Collected data:
--

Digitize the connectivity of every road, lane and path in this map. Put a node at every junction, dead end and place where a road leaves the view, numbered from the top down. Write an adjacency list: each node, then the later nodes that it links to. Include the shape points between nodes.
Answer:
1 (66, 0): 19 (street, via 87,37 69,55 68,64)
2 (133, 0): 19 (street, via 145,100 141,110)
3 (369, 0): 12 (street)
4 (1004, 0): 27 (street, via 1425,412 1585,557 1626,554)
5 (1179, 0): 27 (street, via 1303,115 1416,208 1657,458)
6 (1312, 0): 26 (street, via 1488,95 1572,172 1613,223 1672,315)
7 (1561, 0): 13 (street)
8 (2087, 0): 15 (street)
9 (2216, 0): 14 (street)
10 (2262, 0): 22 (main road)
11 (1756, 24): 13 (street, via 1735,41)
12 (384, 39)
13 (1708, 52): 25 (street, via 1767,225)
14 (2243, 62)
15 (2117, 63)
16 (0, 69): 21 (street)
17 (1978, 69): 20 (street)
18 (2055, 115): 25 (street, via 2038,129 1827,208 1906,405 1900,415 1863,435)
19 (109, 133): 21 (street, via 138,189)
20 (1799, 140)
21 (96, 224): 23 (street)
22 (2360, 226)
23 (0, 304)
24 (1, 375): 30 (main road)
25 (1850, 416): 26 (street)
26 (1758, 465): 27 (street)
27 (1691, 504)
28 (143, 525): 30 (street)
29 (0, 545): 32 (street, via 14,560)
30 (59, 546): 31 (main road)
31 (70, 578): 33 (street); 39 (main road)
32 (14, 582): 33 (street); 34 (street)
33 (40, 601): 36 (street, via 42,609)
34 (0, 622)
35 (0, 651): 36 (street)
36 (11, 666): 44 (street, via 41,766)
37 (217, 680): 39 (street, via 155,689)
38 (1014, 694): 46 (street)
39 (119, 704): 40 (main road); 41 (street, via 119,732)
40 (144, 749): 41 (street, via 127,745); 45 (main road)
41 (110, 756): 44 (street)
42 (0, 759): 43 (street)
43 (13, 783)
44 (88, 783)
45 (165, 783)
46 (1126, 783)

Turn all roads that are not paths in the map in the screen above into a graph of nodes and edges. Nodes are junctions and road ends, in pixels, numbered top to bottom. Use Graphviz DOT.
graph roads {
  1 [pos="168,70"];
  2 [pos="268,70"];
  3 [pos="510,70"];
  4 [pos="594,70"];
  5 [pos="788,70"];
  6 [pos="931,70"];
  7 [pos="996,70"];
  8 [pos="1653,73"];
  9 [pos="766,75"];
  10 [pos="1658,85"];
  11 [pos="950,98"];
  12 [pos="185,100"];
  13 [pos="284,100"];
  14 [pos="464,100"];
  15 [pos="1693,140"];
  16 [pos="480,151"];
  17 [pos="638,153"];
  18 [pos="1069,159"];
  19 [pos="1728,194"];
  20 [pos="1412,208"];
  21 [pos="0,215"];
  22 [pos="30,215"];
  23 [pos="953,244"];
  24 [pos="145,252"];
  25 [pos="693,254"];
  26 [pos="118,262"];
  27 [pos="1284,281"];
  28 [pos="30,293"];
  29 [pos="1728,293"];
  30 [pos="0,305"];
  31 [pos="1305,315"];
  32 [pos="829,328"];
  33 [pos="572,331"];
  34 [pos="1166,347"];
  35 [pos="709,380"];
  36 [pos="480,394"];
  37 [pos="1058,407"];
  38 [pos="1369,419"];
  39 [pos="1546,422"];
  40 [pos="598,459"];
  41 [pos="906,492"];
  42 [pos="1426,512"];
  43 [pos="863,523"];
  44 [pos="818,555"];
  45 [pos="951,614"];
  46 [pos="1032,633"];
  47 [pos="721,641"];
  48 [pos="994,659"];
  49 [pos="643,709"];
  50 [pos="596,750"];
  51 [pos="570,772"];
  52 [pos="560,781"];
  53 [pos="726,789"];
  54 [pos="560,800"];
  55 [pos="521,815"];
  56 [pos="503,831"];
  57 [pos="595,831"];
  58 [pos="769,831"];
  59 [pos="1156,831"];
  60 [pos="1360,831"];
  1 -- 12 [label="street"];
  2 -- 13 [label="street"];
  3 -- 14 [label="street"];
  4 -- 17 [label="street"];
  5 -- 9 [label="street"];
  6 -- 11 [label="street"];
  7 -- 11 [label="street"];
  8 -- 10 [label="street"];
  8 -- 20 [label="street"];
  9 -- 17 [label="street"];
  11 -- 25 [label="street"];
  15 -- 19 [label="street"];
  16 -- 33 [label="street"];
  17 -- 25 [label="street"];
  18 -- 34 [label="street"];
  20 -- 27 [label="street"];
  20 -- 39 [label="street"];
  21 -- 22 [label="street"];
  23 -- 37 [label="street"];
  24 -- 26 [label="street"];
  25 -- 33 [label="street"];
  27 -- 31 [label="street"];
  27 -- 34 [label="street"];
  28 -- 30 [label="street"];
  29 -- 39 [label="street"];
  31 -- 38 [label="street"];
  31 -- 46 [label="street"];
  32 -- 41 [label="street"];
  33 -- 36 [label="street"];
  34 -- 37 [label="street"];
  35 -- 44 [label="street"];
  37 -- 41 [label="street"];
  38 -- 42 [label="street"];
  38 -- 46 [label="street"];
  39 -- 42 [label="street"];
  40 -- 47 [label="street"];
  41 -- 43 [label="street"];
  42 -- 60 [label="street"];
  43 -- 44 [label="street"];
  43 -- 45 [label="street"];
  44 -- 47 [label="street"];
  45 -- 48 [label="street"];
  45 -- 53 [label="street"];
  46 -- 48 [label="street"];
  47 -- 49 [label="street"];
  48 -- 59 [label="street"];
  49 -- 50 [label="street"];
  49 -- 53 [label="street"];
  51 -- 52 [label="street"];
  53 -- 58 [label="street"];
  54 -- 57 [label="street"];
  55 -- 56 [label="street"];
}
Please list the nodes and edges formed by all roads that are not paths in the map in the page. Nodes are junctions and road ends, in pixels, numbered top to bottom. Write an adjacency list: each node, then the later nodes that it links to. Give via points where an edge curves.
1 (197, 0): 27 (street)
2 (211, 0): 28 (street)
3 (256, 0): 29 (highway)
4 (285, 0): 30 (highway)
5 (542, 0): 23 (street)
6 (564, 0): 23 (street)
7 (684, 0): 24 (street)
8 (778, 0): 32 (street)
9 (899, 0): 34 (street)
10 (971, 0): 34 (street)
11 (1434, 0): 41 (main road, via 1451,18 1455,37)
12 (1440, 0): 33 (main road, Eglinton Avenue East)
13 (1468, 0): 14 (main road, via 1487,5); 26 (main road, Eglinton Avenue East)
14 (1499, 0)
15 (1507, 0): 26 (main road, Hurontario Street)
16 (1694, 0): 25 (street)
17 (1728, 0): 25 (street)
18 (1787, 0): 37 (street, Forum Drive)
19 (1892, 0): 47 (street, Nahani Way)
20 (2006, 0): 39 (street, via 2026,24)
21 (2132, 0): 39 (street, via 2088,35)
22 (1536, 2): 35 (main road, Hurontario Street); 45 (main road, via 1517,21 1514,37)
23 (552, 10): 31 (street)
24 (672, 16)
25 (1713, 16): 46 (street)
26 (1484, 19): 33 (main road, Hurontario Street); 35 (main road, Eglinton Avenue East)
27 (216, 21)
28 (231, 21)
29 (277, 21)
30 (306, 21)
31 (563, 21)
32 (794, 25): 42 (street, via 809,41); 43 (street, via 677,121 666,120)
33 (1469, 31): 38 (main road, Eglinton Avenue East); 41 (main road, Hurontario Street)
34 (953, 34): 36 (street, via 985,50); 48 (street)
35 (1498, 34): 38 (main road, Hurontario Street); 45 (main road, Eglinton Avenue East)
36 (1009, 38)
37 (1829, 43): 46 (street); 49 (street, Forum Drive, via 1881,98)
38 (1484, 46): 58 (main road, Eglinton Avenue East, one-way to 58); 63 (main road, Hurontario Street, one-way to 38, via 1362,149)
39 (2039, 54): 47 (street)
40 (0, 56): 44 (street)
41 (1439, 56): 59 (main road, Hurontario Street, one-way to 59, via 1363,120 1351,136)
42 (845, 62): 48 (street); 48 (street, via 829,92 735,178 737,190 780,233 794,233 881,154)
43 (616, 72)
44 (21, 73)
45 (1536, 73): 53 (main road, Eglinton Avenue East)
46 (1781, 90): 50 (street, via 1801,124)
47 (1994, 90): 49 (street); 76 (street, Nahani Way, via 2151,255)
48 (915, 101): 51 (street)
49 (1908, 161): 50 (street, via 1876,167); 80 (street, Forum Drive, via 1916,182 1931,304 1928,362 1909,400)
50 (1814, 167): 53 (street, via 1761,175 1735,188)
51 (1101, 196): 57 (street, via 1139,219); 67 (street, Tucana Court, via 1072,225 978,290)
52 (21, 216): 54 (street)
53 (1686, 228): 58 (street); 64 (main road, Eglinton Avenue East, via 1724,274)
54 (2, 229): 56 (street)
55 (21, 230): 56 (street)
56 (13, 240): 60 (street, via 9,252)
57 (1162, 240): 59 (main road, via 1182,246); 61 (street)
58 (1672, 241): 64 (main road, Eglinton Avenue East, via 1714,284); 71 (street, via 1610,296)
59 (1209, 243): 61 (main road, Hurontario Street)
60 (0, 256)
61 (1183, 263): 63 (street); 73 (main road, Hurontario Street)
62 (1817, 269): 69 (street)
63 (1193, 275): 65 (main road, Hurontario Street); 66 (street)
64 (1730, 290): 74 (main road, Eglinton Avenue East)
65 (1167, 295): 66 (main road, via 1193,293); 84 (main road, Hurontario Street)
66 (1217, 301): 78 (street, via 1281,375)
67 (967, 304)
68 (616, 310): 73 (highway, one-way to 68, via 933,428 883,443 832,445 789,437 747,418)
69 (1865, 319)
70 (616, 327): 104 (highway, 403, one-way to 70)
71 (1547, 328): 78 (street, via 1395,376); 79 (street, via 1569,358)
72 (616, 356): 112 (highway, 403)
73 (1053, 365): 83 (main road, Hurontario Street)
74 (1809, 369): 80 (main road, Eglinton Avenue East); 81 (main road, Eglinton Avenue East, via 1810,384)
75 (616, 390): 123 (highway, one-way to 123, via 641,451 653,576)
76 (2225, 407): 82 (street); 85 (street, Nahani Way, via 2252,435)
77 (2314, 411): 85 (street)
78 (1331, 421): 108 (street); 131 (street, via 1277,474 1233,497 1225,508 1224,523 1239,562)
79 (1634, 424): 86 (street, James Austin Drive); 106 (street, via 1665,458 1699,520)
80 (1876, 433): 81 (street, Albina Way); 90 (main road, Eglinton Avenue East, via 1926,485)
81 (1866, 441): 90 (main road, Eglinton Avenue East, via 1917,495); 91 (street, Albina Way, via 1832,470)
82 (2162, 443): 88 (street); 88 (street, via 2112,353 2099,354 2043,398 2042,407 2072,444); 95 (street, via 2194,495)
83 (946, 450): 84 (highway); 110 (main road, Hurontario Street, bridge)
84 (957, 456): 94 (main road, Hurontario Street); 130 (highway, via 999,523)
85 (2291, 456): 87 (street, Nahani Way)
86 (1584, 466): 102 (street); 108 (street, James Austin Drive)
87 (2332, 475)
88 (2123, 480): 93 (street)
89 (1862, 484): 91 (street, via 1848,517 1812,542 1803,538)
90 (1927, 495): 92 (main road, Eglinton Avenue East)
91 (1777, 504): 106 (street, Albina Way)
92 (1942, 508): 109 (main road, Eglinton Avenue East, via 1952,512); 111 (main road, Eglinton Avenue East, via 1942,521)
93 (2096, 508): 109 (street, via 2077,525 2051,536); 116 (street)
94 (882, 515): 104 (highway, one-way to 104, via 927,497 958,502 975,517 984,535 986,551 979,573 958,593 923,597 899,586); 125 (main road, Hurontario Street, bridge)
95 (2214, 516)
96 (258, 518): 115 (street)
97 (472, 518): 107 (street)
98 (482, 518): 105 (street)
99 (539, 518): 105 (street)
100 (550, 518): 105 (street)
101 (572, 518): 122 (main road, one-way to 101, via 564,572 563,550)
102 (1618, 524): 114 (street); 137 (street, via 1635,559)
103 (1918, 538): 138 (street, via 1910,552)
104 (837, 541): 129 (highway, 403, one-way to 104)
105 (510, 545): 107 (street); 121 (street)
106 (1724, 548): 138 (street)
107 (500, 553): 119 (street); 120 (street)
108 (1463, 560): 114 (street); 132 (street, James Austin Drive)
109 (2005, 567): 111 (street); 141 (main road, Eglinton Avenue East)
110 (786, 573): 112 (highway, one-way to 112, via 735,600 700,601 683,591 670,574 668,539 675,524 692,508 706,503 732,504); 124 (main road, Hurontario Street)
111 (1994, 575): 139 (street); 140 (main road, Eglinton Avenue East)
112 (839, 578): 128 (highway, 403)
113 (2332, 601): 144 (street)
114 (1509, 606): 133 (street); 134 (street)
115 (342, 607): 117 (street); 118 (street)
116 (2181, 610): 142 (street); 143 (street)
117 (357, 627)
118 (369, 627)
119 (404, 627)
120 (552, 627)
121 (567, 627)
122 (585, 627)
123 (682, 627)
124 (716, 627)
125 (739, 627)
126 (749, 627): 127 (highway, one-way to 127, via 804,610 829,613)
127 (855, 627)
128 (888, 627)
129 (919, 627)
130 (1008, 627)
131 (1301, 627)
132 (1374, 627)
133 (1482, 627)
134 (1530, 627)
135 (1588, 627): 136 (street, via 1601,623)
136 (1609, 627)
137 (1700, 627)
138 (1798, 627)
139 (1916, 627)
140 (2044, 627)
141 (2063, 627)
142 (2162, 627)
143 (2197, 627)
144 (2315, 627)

--

## [TASK OBJECTIVE]
Please state how many lines in the entries above include the string "Drive", and write only that number.

## [THE COMPLETED TASK]
6